What is needed ::
When a line below contains the string "name", show that line.
------------------------------------------------
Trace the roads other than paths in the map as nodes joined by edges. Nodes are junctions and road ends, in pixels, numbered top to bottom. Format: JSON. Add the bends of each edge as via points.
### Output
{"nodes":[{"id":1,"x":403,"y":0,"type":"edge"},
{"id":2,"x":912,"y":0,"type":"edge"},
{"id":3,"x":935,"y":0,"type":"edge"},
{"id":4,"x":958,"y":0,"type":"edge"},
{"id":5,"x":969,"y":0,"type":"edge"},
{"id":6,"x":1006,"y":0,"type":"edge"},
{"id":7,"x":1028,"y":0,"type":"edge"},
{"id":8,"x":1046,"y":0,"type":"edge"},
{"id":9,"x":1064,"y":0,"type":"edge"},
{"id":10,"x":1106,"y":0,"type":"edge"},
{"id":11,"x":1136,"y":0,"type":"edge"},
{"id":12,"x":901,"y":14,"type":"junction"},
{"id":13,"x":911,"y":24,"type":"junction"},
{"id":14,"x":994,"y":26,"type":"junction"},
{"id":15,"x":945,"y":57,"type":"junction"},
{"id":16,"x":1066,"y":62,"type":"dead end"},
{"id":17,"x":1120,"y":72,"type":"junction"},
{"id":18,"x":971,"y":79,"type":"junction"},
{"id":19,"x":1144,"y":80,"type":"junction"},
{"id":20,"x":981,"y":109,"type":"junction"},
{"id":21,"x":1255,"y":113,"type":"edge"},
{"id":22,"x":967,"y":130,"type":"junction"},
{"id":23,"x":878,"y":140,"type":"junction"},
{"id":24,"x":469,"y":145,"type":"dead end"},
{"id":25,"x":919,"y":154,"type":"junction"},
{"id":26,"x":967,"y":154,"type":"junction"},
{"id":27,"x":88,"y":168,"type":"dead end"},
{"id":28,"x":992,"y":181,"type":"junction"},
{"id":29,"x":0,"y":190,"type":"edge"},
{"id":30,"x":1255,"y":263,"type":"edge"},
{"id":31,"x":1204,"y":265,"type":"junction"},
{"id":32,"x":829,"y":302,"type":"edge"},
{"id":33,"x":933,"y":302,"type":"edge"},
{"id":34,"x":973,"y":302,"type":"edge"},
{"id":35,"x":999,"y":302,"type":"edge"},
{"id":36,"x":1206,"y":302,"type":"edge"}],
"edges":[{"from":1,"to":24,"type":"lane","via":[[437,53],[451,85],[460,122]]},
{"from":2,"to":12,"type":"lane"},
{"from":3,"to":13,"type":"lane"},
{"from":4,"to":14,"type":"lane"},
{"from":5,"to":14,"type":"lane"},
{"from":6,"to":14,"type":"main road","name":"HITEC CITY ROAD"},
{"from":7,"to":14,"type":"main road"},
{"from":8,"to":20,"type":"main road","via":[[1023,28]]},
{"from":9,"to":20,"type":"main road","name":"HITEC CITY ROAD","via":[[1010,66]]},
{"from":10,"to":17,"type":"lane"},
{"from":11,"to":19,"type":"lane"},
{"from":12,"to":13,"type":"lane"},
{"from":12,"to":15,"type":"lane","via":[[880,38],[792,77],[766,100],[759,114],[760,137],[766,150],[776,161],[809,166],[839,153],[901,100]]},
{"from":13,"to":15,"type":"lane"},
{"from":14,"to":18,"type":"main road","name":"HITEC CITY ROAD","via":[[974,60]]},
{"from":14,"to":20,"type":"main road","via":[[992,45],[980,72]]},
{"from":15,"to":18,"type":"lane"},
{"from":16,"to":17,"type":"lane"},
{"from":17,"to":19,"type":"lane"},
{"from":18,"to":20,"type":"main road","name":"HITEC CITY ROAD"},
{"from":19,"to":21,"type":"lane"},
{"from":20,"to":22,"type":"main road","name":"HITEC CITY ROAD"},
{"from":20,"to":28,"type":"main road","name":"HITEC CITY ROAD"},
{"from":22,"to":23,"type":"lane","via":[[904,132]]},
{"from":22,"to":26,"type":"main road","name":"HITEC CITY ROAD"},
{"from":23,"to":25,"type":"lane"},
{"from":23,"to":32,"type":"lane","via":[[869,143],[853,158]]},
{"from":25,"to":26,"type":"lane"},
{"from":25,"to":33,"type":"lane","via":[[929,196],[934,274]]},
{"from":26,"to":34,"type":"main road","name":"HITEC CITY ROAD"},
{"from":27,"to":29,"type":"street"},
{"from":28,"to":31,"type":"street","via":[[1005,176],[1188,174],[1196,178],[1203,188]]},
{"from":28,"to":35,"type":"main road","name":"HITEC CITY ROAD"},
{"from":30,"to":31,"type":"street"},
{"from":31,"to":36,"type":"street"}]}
------------------------------------------------
Exercise result ::
{"from":6,"to":14,"type":"main road","name":"HITEC CITY ROAD"},
{"from":9,"to":20,"type":"main road","name":"HITEC CITY ROAD","via":[[1010,66]]},
{"from":14,"to":18,"type":"main road","name":"HITEC CITY ROAD","via":[[974,60]]},
{"from":18,"to":20,"type":"main road","name":"HITEC CITY ROAD"},
{"from":20,"to":22,"type":"main road","name":"HITEC CITY ROAD"},
{"from":20,"to":28,"type":"main road","name":"HITEC CITY ROAD"},
{"from":22,"to":26,"type":"main road","name":"HITEC CITY ROAD"},
{"from":26,"to":34,"type":"main road","name":"HITEC CITY ROAD"},
{"from":28,"to":35,"type":"main road","name":"HITEC CITY ROAD"},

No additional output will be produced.